Injection of $E(\mathbb{Q})_{\text{tors}}$ into $\tilde{E}(\mathbb{F}_p)$?

Let $K$ be a discretely valued field whose residue field is perfect of characteristic $p$, and let $E$ be an elliptic curve over $K$ with good reduction. If one supposes further that the absolute ramification index $e$ of $K$ is $< p-1$, then it follows that the reduction map is injective on the $K$-rational $p$-power torsion points of $E$. As you already noted, the reduction map is automatically injective on the prime-to-$p$ torsion, and so we conclude that (when $e < p-1$) the reduction map is injective on all the $K$-rational torsion.

There are various ways to see the claimed injectivity. One is via a consideration of the formal group, and another is via the theory of finite flat group schemes. The rough idea is that any non-trivial $p$-torsion point which reduces to the identity (and hence lies in the points of the formal group) is the solution to an Eisenstein polynomial of degree divisible by $p-1$. If $e < p-1$ then such a polynomial can have no roots in $K$, and so the non-trivial $K$-rational $p$-torsion points cannot lie in the formal group.

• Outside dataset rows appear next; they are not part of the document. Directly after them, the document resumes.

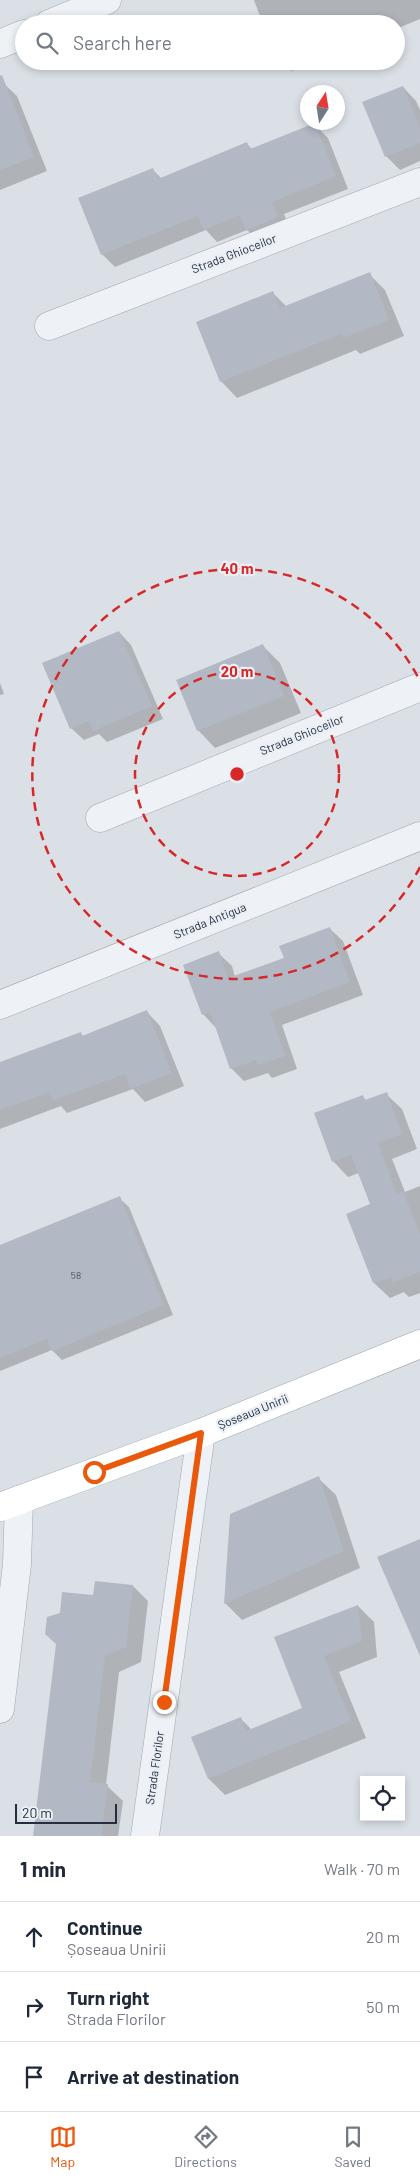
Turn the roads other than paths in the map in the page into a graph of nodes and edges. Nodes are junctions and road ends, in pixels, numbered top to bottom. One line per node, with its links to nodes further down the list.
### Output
1 (107, 0): 2 (street)
2 (71, 15)
3 (15, 38): 4 (street)
4 (0, 44)
5 (420, 182): 6 (street, Strada Ghioceilor)
6 (49, 326)
7 (420, 687): 8 (street, Strada Ghioceilor)
8 (100, 818)
9 (420, 836): 10 (street, Strada Antigua)
10 (0, 1005)
11 (420, 1344): 12 (main road, Șoseaua Unirii)
12 (201, 1433): 13 (main road, Șoseaua Unirii); 15 (street, Strada Florilor)
13 (10, 1504): 14 (street)
14 (0, 1709)
15 (145, 1836)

If one considers the particular case when $K = \mathbb Q$ or $\mathbb Q_p$ equipped with the $p$-adic valuation, where $p$ is an odd prime, then $e = 1 < p-1$, and this result applies. This is what Silverman is using.

I think this is discussed somewhere in Silverman, although I forget whether it is treated in the general form described above, or just in the particular case of odd primes $p$ in $\mathbb Q$.

I don't know if there is something else, but just from looking at what you quote, I would argue that the reduction modulo $3$ tells you that there can be no $5$-torsion (in fact, that there is only $2$-torsion and perhaps some $3$-torsion). Then the reduction modulo $5$ tells that there is some $2$-torsion, and perhaps some $5$ torsion. Putting the two together, once concludes that there is neither any $3$-torsion, nor any $5$-torsion, so that the reduction maps actually provide embeddings of the torsion group, and the argument proceeds from there.

Basically, if reductions modulo $p$ and modulo $q$ reveal only $\ell$-torsion, with $p$, $q$, and $\ell$ pairwise distinct primes, then you know that there can be only $\ell$-torsion and that the two reduction maps are in fact embeddings.